Please report, as a single number, how many lines in the entries include the string "Kaveri".

*** Opening of SOURCE DATA ***

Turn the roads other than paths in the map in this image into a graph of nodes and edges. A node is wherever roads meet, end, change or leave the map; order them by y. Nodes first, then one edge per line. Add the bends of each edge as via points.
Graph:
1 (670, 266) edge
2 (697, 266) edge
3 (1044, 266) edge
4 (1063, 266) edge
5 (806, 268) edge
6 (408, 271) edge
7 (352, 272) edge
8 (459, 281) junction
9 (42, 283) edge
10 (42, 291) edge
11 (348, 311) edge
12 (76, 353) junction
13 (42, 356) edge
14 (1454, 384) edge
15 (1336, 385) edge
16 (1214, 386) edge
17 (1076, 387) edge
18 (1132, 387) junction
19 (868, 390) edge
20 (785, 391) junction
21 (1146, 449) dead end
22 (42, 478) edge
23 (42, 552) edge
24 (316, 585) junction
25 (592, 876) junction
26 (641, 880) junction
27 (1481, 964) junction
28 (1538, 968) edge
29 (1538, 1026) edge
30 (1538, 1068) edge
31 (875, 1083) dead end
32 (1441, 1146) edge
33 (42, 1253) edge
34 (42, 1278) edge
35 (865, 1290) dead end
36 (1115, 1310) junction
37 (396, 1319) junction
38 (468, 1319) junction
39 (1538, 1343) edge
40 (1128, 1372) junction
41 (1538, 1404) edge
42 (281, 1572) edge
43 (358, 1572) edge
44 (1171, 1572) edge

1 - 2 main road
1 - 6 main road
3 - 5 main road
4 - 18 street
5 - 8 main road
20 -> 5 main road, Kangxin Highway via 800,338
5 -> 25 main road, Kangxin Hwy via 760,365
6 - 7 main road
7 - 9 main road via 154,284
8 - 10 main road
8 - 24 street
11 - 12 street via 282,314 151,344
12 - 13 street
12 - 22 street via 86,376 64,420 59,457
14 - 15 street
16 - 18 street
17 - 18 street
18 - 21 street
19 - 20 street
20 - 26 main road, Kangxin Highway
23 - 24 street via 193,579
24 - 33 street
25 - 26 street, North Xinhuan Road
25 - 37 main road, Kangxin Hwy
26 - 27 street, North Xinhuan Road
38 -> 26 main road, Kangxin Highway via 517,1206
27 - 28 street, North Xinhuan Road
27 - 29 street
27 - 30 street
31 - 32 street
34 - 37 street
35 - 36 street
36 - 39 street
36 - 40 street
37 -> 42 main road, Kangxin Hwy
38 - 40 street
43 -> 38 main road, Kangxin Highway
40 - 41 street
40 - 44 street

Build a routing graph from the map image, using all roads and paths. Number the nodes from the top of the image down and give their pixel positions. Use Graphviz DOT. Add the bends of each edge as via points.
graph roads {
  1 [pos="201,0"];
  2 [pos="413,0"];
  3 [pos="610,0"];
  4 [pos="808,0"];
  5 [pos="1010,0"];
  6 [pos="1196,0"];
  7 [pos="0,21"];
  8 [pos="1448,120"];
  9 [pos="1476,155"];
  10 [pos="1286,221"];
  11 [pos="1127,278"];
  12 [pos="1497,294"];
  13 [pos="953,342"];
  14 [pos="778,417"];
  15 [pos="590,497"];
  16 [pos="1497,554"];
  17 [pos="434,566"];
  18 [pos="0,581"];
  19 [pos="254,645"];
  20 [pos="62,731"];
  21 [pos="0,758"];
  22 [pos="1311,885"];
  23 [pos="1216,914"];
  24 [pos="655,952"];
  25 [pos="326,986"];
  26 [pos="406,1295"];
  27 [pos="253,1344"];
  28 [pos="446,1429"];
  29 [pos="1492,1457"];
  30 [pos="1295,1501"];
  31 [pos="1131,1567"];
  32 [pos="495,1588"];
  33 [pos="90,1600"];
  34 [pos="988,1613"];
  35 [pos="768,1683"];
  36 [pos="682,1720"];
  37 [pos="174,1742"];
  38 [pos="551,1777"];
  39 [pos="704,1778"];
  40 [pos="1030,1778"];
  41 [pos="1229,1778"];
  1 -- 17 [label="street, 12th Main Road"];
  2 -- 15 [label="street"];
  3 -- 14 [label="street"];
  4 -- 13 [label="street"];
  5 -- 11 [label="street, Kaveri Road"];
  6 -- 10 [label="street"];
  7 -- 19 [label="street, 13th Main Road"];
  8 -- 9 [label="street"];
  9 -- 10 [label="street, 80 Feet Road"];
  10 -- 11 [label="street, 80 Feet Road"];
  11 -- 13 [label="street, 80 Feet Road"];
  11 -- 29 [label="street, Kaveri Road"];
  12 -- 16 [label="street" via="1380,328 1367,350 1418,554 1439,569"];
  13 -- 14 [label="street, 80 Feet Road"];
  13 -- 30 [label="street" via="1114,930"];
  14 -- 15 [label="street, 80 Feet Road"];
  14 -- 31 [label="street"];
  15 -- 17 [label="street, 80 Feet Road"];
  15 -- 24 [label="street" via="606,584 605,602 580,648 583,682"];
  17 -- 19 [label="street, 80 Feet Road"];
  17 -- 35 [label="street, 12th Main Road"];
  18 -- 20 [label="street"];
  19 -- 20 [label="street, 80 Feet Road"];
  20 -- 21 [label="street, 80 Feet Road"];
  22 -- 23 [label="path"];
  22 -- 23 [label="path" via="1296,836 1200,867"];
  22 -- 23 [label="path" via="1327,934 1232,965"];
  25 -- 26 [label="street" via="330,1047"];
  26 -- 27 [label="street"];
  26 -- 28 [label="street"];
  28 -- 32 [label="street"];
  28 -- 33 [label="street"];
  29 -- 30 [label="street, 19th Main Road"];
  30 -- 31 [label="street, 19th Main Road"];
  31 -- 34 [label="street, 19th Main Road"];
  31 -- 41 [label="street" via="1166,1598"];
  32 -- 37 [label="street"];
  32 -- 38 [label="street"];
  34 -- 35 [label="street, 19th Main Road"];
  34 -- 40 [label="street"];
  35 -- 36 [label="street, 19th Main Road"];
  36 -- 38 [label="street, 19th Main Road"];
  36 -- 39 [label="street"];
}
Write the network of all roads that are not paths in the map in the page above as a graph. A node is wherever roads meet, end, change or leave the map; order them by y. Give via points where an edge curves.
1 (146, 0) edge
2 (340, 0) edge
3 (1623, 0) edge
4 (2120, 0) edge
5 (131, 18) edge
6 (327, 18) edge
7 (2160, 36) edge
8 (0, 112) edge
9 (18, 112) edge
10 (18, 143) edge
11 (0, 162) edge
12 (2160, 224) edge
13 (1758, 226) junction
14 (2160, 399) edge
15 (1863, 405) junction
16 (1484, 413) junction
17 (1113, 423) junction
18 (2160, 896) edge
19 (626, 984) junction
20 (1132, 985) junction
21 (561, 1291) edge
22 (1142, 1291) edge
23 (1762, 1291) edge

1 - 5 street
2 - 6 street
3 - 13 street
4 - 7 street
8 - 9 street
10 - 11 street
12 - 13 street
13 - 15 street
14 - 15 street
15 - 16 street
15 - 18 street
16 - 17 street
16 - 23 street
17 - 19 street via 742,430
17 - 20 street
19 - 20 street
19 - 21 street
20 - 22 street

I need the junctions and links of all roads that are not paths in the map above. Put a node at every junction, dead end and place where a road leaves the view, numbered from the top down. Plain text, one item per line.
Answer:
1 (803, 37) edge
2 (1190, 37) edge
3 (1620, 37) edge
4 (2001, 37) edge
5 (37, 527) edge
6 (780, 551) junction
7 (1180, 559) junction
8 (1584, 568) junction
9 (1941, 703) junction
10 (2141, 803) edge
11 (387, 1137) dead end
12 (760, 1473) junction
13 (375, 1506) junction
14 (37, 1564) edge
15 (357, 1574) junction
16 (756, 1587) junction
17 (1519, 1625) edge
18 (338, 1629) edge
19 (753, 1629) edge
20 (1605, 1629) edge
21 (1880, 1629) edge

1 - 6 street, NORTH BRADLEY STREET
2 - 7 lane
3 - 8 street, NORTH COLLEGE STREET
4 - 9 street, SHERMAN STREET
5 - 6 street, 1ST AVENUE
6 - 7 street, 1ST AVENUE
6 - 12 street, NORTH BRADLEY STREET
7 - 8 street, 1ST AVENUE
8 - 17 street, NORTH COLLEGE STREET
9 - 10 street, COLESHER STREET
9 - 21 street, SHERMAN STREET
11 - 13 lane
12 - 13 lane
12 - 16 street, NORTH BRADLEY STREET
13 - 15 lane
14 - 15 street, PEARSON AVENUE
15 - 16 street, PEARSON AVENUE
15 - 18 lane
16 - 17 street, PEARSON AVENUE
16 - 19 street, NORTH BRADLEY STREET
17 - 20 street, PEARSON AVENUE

*** Close of SOURCE DATA ***

▶ [TASK SOLUTION]
2